[Collected data]
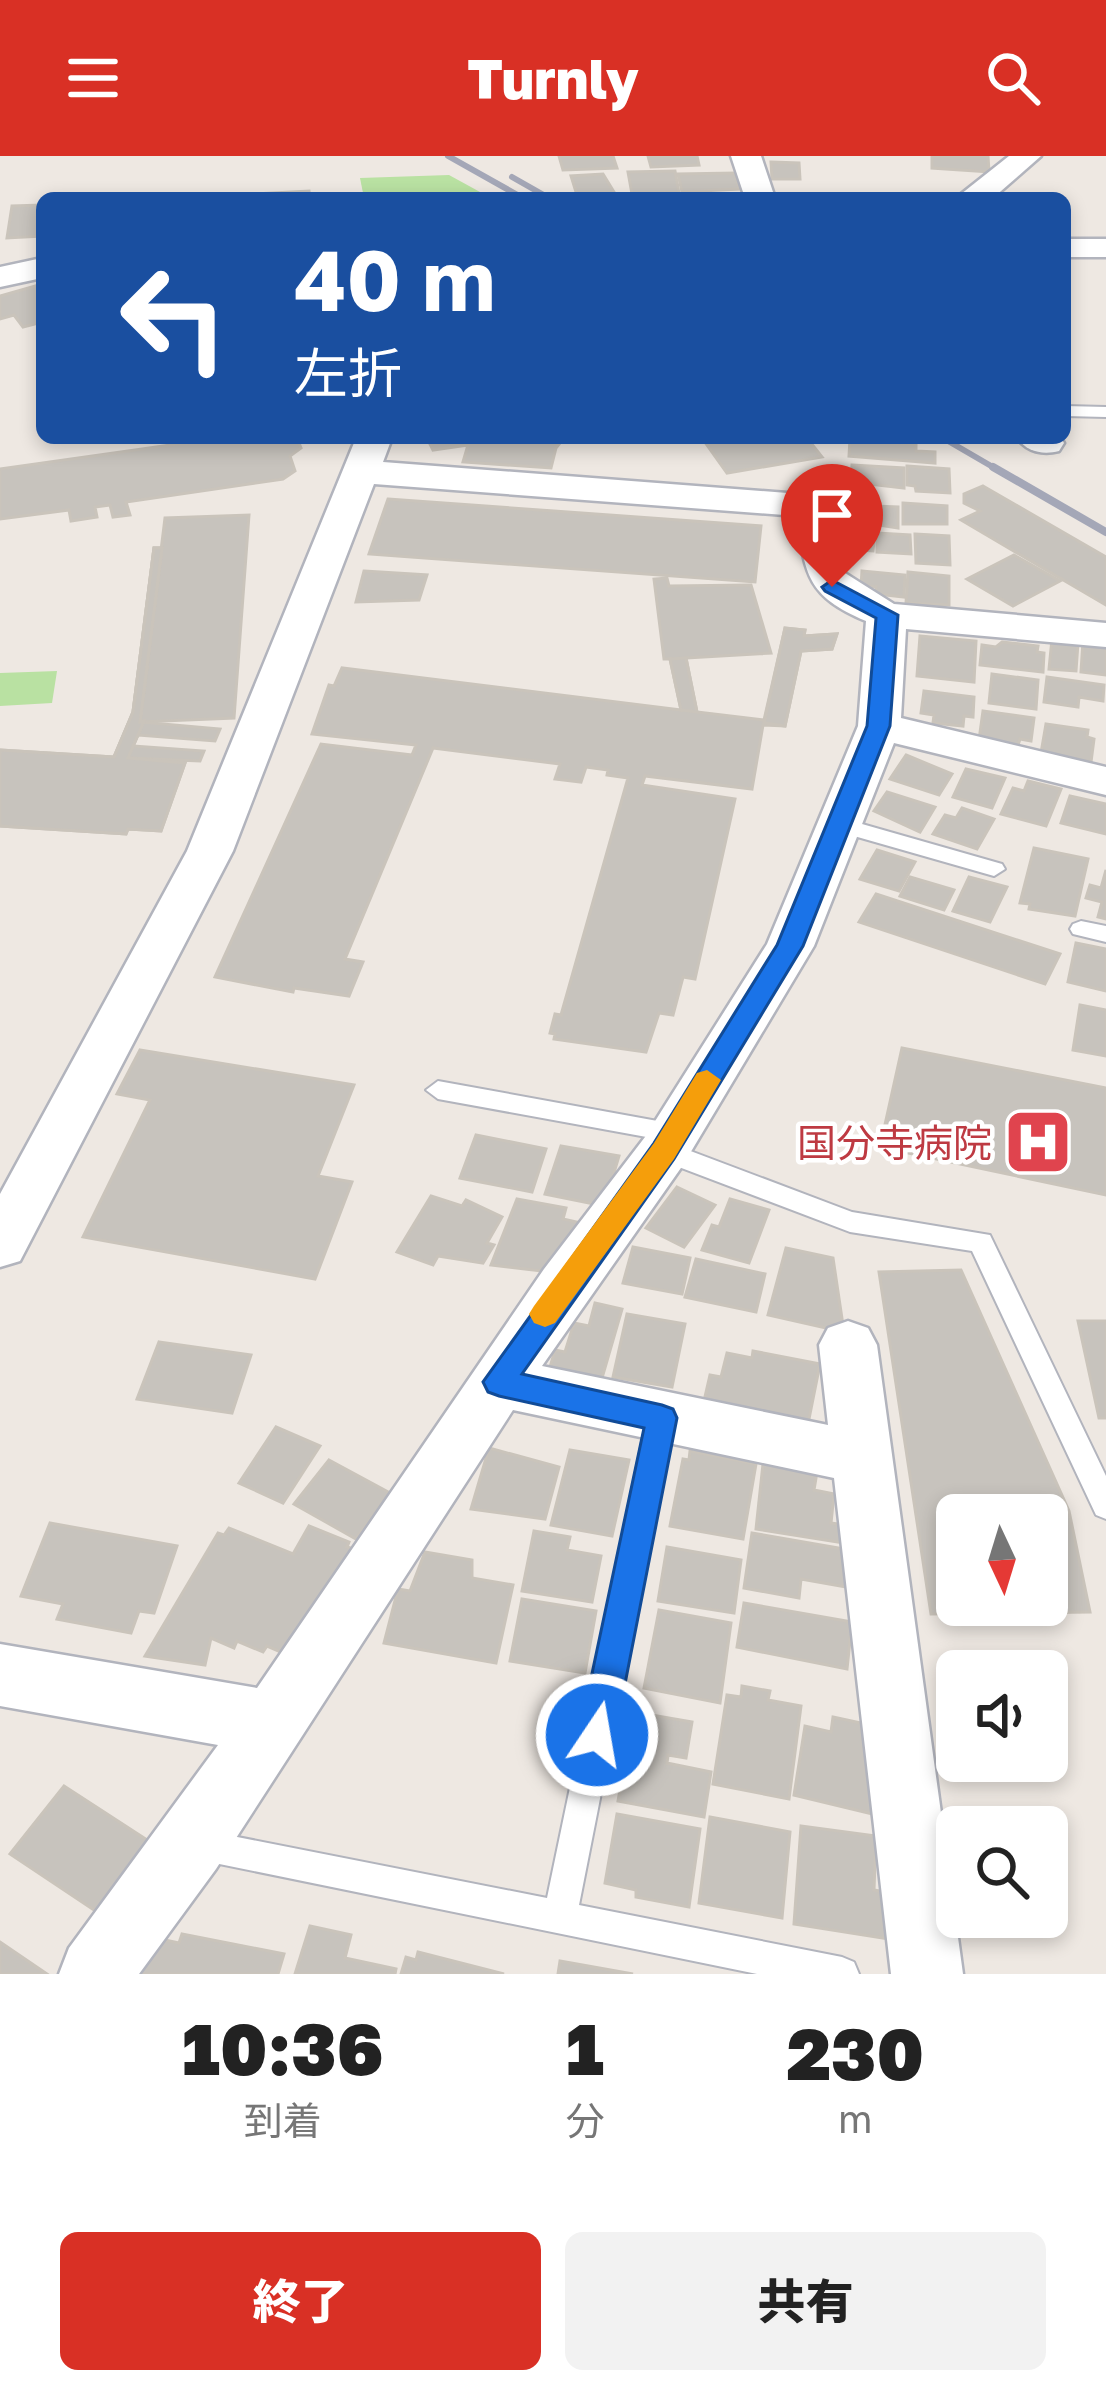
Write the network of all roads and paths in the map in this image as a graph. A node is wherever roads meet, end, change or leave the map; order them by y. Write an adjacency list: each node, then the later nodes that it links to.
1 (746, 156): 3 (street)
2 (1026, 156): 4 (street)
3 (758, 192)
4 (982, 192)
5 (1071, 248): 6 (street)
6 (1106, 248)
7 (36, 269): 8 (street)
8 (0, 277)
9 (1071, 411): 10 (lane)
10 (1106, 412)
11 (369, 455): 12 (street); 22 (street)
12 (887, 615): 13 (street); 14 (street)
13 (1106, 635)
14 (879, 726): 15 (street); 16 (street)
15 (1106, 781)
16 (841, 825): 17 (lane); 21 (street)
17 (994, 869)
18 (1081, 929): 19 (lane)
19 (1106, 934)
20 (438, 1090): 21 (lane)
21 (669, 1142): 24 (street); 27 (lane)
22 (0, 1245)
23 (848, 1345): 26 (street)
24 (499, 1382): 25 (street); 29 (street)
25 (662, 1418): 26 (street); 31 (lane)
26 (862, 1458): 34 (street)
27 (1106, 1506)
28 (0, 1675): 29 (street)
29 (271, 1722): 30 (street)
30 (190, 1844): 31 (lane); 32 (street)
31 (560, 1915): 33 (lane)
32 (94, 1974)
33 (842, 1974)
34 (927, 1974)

- **TO DO**
Give the records above again verbatim, pictures omitted.

- **RESULT FOR THIS EXERCISE**
Write the network of all roads and paths in the map in this image as a graph. A node is wherever roads meet, end, change or leave the map; order them by y. Write an adjacency list: each node, then the later nodes that it links to.
1 (746, 156): 3 (street)
2 (1026, 156): 4 (street)
3 (758, 192)
4 (982, 192)
5 (1071, 248): 6 (street)
6 (1106, 248)
7 (36, 269): 8 (street)
8 (0, 277)
9 (1071, 411): 10 (lane)
10 (1106, 412)
11 (369, 455): 12 (street); 22 (street)
12 (887, 615): 13 (street); 14 (street)
13 (1106, 635)
14 (879, 726): 15 (street); 16 (street)
15 (1106, 781)
16 (841, 825): 17 (lane); 21 (street)
17 (994, 869)
18 (1081, 929): 19 (lane)
19 (1106, 934)
20 (438, 1090): 21 (lane)
21 (669, 1142): 24 (street); 27 (lane)
22 (0, 1245)
23 (848, 1345): 26 (street)
24 (499, 1382): 25 (street); 29 (street)
25 (662, 1418): 26 (street); 31 (lane)
26 (862, 1458): 34 (street)
27 (1106, 1506)
28 (0, 1675): 29 (street)
29 (271, 1722): 30 (street)
30 (190, 1844): 31 (lane); 32 (street)
31 (560, 1915): 33 (lane)
32 (94, 1974)
33 (842, 1974)
34 (927, 1974)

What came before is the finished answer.